▶ Aim of the task
Write every entry out again exactly, please, and skip the pictures.

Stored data
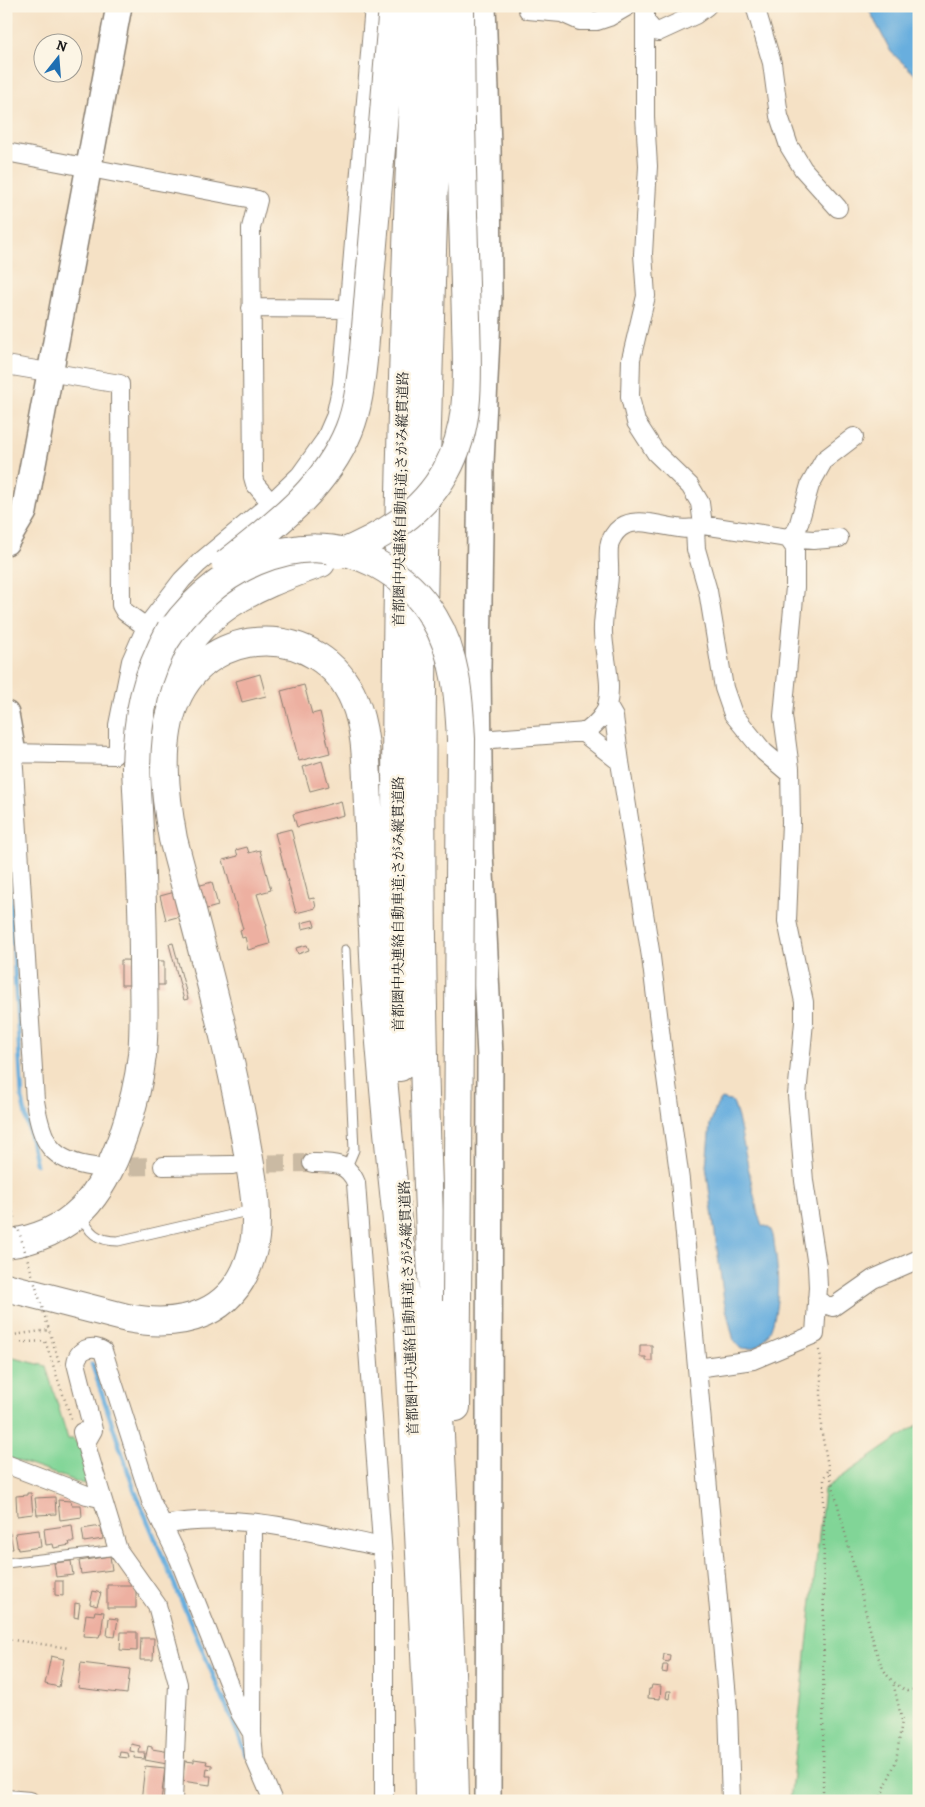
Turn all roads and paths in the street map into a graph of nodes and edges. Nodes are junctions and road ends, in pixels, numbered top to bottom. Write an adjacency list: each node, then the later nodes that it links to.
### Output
1 (119, 6): 14 (street)
2 (374, 6): 18 (street)
3 (386, 6): 11 (street)
4 (393, 6): 27 (highway, bridge)
5 (417, 6): 15 (highway, 首都圏中央連絡自動車道;さがみ縦貫道路, bridge)
6 (441, 6): 15 (highway, 首都圏中央連絡自動車道;さがみ縦貫道路, bridge)
7 (528, 6): 8 (street)
8 (628, 6)
9 (707, 6): 12 (street)
10 (755, 6): 16 (street)
11 (475, 10): 31 (street); 34 (highway, bridge)
12 (645, 13): 23 (street)
13 (6, 152): 14 (street)
14 (88, 167): 17 (street); 20 (street)
15 (421, 189): 52 (highway, 首都圏中央連絡自動車道;さがみ縦貫道路); 72 (highway, 首都圏中央連絡自動車道;さがみ縦貫道路)
16 (838, 208)
17 (251, 308): 18 (street); 22 (street)
18 (348, 309): 22 (street)
19 (6, 366): 20 (street)
20 (50, 372): 26 (street); 27 (street)
21 (854, 436): 24 (street)
22 (271, 503): 27 (street)
23 (699, 527): 24 (street); 28 (street); 35 (street)
24 (788, 538): 25 (street); 35 (street)
25 (840, 538)
26 (6, 542)
27 (155, 636): 32 (street); 45 (highway, bridge); 72 (highway, bridge)
28 (607, 705): 30 (street); 33 (street)
29 (6, 714): 32 (street)
30 (582, 732): 31 (street); 33 (street)
31 (479, 740): 80 (street)
32 (9, 753): 40 (street)
33 (620, 762): 57 (street)
34 (165, 772): 44 (highway); 52 (highway)
35 (790, 774): 50 (street)
36 (345, 950): 41 (lane)
37 (312, 1163): 41 (street)
38 (233, 1165): 39 (street)
39 (163, 1166)
40 (94, 1167)
41 (346, 1169): 64 (street)
42 (6, 1188): 46 (path)
43 (6, 1207): 51 (path, bridge)
44 (255, 1209): 45 (lane); 49 (highway)
45 (81, 1210): 47 (highway)
46 (6, 1222)
47 (6, 1244)
48 (919, 1259): 50 (street)
49 (6, 1286)
50 (818, 1298): 53 (street)
51 (49, 1330): 54 (path); 56 (path)
52 (409, 1332): 78 (highway, 首都圏中央連絡自動車道;さがみ縦貫道路)
53 (815, 1334): 57 (street); 60 (path)
54 (6, 1336)
55 (6, 1343): 58 (path)
56 (60, 1367)
57 (697, 1368): 81 (street)
58 (80, 1433): 61 (street); 63 (street)
59 (6, 1464): 61 (street)
60 (828, 1471): 69 (path); 82 (path)
61 (100, 1498): 65 (street)
62 (253, 1523): 63 (street); 64 (street); 71 (street)
63 (163, 1525): 71 (street)
64 (382, 1547): 77 (street)
65 (118, 1550): 66 (lane); 75 (street)
66 (6, 1563)
67 (6, 1638): 68 (path)
68 (69, 1648)
69 (893, 1682): 70 (path); 83 (path)
70 (919, 1688)
71 (252, 1733): 76 (street)
72 (454, 1751): 79 (highway, 首都圏中央連絡自動車道;さがみ縦貫道路)
73 (6, 1799): 74 (street)
74 (30, 1801)
75 (173, 1801)
76 (273, 1801)
77 (384, 1801)
78 (430, 1801)
79 (456, 1801)
80 (488, 1801)
81 (731, 1801)
82 (824, 1801)
83 (879, 1801)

▶ Result for this task
Turn all roads and paths in the street map into a graph of nodes and edges. Nodes are junctions and road ends, in pixels, numbered top to bottom. Write an adjacency list: each node, then the later nodes that it links to.
### Output
1 (119, 6): 14 (street)
2 (374, 6): 18 (street)
3 (386, 6): 11 (street)
4 (393, 6): 27 (highway, bridge)
5 (417, 6): 15 (highway, 首都圏中央連絡自動車道;さがみ縦貫道路, bridge)
6 (441, 6): 15 (highway, 首都圏中央連絡自動車道;さがみ縦貫道路, bridge)
7 (528, 6): 8 (street)
8 (628, 6)
9 (707, 6): 12 (street)
10 (755, 6): 16 (street)
11 (475, 10): 31 (street); 34 (highway, bridge)
12 (645, 13): 23 (street)
13 (6, 152): 14 (street)
14 (88, 167): 17 (street); 20 (street)
15 (421, 189): 52 (highway, 首都圏中央連絡自動車道;さがみ縦貫道路); 72 (highway, 首都圏中央連絡自動車道;さがみ縦貫道路)
16 (838, 208)
17 (251, 308): 18 (street); 22 (street)
18 (348, 309): 22 (street)
19 (6, 366): 20 (street)
20 (50, 372): 26 (street); 27 (street)
21 (854, 436): 24 (street)
22 (271, 503): 27 (street)
23 (699, 527): 24 (street); 28 (street); 35 (street)
24 (788, 538): 25 (street); 35 (street)
25 (840, 538)
26 (6, 542)
27 (155, 636): 32 (street); 45 (highway, bridge); 72 (highway, bridge)
28 (607, 705): 30 (street); 33 (street)
29 (6, 714): 32 (street)
30 (582, 732): 31 (street); 33 (street)
31 (479, 740): 80 (street)
32 (9, 753): 40 (street)
33 (620, 762): 57 (street)
34 (165, 772): 44 (highway); 52 (highway)
35 (790, 774): 50 (street)
36 (345, 950): 41 (lane)
37 (312, 1163): 41 (street)
38 (233, 1165): 39 (street)
39 (163, 1166)
40 (94, 1167)
41 (346, 1169): 64 (street)
42 (6, 1188): 46 (path)
43 (6, 1207): 51 (path, bridge)
44 (255, 1209): 45 (lane); 49 (highway)
45 (81, 1210): 47 (highway)
46 (6, 1222)
47 (6, 1244)
48 (919, 1259): 50 (street)
49 (6, 1286)
50 (818, 1298): 53 (street)
51 (49, 1330): 54 (path); 56 (path)
52 (409, 1332): 78 (highway, 首都圏中央連絡自動車道;さがみ縦貫道路)
53 (815, 1334): 57 (street); 60 (path)
54 (6, 1336)
55 (6, 1343): 58 (path)
56 (60, 1367)
57 (697, 1368): 81 (street)
58 (80, 1433): 61 (street); 63 (street)
59 (6, 1464): 61 (street)
60 (828, 1471): 69 (path); 82 (path)
61 (100, 1498): 65 (street)
62 (253, 1523): 63 (street); 64 (street); 71 (street)
63 (163, 1525): 71 (street)
64 (382, 1547): 77 (street)
65 (118, 1550): 66 (lane); 75 (street)
66 (6, 1563)
67 (6, 1638): 68 (path)
68 (69, 1648)
69 (893, 1682): 70 (path); 83 (path)
70 (919, 1688)
71 (252, 1733): 76 (street)
72 (454, 1751): 79 (highway, 首都圏中央連絡自動車道;さがみ縦貫道路)
73 (6, 1799): 74 (street)
74 (30, 1801)
75 (173, 1801)
76 (273, 1801)
77 (384, 1801)
78 (430, 1801)
79 (456, 1801)
80 (488, 1801)
81 (731, 1801)
82 (824, 1801)
83 (879, 1801)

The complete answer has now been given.